Work to complete:
Could you transcribe the records below exactly, leaving out every picture?

Data under study:

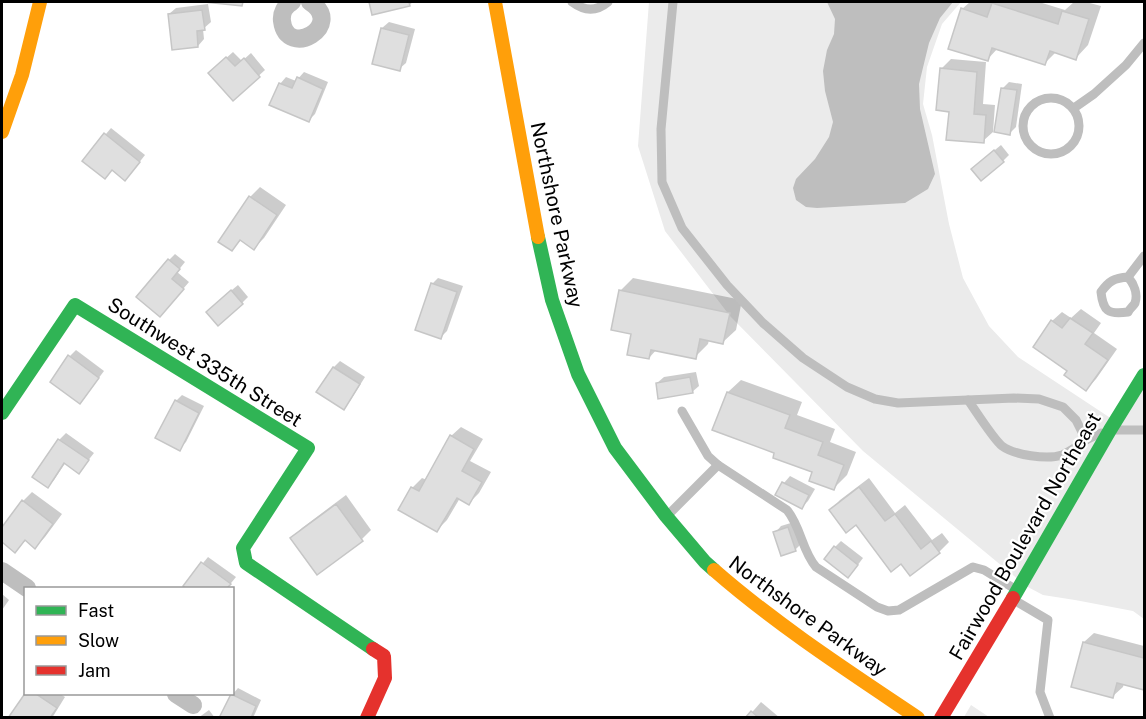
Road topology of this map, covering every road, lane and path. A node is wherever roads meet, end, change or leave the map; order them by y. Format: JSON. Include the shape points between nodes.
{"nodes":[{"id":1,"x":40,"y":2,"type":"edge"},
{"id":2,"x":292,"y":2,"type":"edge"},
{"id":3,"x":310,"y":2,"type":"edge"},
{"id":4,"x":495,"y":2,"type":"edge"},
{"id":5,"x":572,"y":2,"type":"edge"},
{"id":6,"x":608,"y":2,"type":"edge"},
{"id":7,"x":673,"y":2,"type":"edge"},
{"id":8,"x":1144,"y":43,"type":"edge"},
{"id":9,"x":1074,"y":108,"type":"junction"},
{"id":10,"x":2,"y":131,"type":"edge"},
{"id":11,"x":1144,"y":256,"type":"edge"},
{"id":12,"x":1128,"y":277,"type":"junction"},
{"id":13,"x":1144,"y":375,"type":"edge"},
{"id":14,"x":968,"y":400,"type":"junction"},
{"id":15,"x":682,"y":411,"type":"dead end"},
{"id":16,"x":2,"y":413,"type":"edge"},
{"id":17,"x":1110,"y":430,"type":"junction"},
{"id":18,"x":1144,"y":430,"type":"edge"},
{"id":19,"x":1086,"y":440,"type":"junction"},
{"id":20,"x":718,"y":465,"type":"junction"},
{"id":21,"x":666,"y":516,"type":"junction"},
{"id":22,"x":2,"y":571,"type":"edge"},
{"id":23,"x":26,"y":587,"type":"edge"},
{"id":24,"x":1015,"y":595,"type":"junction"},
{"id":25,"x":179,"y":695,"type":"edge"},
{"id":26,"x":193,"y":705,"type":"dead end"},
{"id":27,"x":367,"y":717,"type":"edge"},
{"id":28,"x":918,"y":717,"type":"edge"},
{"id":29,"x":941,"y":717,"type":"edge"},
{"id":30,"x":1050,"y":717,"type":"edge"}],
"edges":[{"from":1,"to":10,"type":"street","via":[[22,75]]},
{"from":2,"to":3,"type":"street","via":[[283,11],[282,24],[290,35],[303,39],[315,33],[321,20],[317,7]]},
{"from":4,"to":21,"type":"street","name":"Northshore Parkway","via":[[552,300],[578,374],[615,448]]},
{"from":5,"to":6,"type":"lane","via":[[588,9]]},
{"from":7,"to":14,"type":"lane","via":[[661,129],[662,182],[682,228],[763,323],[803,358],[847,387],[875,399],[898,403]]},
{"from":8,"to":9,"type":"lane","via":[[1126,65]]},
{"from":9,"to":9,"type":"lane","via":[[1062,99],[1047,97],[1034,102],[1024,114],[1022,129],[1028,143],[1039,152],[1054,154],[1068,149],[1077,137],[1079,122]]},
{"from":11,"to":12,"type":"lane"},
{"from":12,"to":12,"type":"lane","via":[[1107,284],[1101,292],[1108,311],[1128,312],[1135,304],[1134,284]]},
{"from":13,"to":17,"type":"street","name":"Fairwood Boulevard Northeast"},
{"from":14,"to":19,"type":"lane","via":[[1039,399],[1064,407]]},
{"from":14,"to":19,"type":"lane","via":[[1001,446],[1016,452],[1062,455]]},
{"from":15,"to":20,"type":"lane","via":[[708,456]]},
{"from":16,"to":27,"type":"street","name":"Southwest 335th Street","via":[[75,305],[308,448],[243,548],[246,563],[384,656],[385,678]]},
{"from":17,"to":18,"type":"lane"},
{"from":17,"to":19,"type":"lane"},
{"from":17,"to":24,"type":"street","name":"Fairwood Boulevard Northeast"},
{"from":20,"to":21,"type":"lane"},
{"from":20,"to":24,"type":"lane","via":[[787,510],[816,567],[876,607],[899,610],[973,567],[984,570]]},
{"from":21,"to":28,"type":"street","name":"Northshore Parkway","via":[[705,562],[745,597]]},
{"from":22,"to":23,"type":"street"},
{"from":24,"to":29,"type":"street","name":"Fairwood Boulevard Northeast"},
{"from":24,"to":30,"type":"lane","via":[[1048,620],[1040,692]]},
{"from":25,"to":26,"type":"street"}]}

Task output:
Road topology of this map, covering every road, lane and path. A node is wherever roads meet, end, change or leave the map; order them by y. Format: JSON. Include the shape points between nodes.
{"nodes":[{"id":1,"x":40,"y":2,"type":"edge"},
{"id":2,"x":292,"y":2,"type":"edge"},
{"id":3,"x":310,"y":2,"type":"edge"},
{"id":4,"x":495,"y":2,"type":"edge"},
{"id":5,"x":572,"y":2,"type":"edge"},
{"id":6,"x":608,"y":2,"type":"edge"},
{"id":7,"x":673,"y":2,"type":"edge"},
{"id":8,"x":1144,"y":43,"type":"edge"},
{"id":9,"x":1074,"y":108,"type":"junction"},
{"id":10,"x":2,"y":131,"type":"edge"},
{"id":11,"x":1144,"y":256,"type":"edge"},
{"id":12,"x":1128,"y":277,"type":"junction"},
{"id":13,"x":1144,"y":375,"type":"edge"},
{"id":14,"x":968,"y":400,"type":"junction"},
{"id":15,"x":682,"y":411,"type":"dead end"},
{"id":16,"x":2,"y":413,"type":"edge"},
{"id":17,"x":1110,"y":430,"type":"junction"},
{"id":18,"x":1144,"y":430,"type":"edge"},
{"id":19,"x":1086,"y":440,"type":"junction"},
{"id":20,"x":718,"y":465,"type":"junction"},
{"id":21,"x":666,"y":516,"type":"junction"},
{"id":22,"x":2,"y":571,"type":"edge"},
{"id":23,"x":26,"y":587,"type":"edge"},
{"id":24,"x":1015,"y":595,"type":"junction"},
{"id":25,"x":179,"y":695,"type":"edge"},
{"id":26,"x":193,"y":705,"type":"dead end"},
{"id":27,"x":367,"y":717,"type":"edge"},
{"id":28,"x":918,"y":717,"type":"edge"},
{"id":29,"x":941,"y":717,"type":"edge"},
{"id":30,"x":1050,"y":717,"type":"edge"}],
"edges":[{"from":1,"to":10,"type":"street","via":[[22,75]]},
{"from":2,"to":3,"type":"street","via":[[283,11],[282,24],[290,35],[303,39],[315,33],[321,20],[317,7]]},
{"from":4,"to":21,"type":"street","name":"Northshore Parkway","via":[[552,300],[578,374],[615,448]]},
{"from":5,"to":6,"type":"lane","via":[[588,9]]},
{"from":7,"to":14,"type":"lane","via":[[661,129],[662,182],[682,228],[763,323],[803,358],[847,387],[875,399],[898,403]]},
{"from":8,"to":9,"type":"lane","via":[[1126,65]]},
{"from":9,"to":9,"type":"lane","via":[[1062,99],[1047,97],[1034,102],[1024,114],[1022,129],[1028,143],[1039,152],[1054,154],[1068,149],[1077,137],[1079,122]]},
{"from":11,"to":12,"type":"lane"},
{"from":12,"to":12,"type":"lane","via":[[1107,284],[1101,292],[1108,311],[1128,312],[1135,304],[1134,284]]},
{"from":13,"to":17,"type":"street","name":"Fairwood Boulevard Northeast"},
{"from":14,"to":19,"type":"lane","via":[[1039,399],[1064,407]]},
{"from":14,"to":19,"type":"lane","via":[[1001,446],[1016,452],[1062,455]]},
{"from":15,"to":20,"type":"lane","via":[[708,456]]},
{"from":16,"to":27,"type":"street","name":"Southwest 335th Street","via":[[75,305],[308,448],[243,548],[246,563],[384,656],[385,678]]},
{"from":17,"to":18,"type":"lane"},
{"from":17,"to":19,"type":"lane"},
{"from":17,"to":24,"type":"street","name":"Fairwood Boulevard Northeast"},
{"from":20,"to":21,"type":"lane"},
{"from":20,"to":24,"type":"lane","via":[[787,510],[816,567],[876,607],[899,610],[973,567],[984,570]]},
{"from":21,"to":28,"type":"street","name":"Northshore Parkway","via":[[705,562],[745,597]]},
{"from":22,"to":23,"type":"street"},
{"from":24,"to":29,"type":"street","name":"Fairwood Boulevard Northeast"},
{"from":24,"to":30,"type":"lane","via":[[1048,620],[1040,692]]},
{"from":25,"to":26,"type":"street"}]}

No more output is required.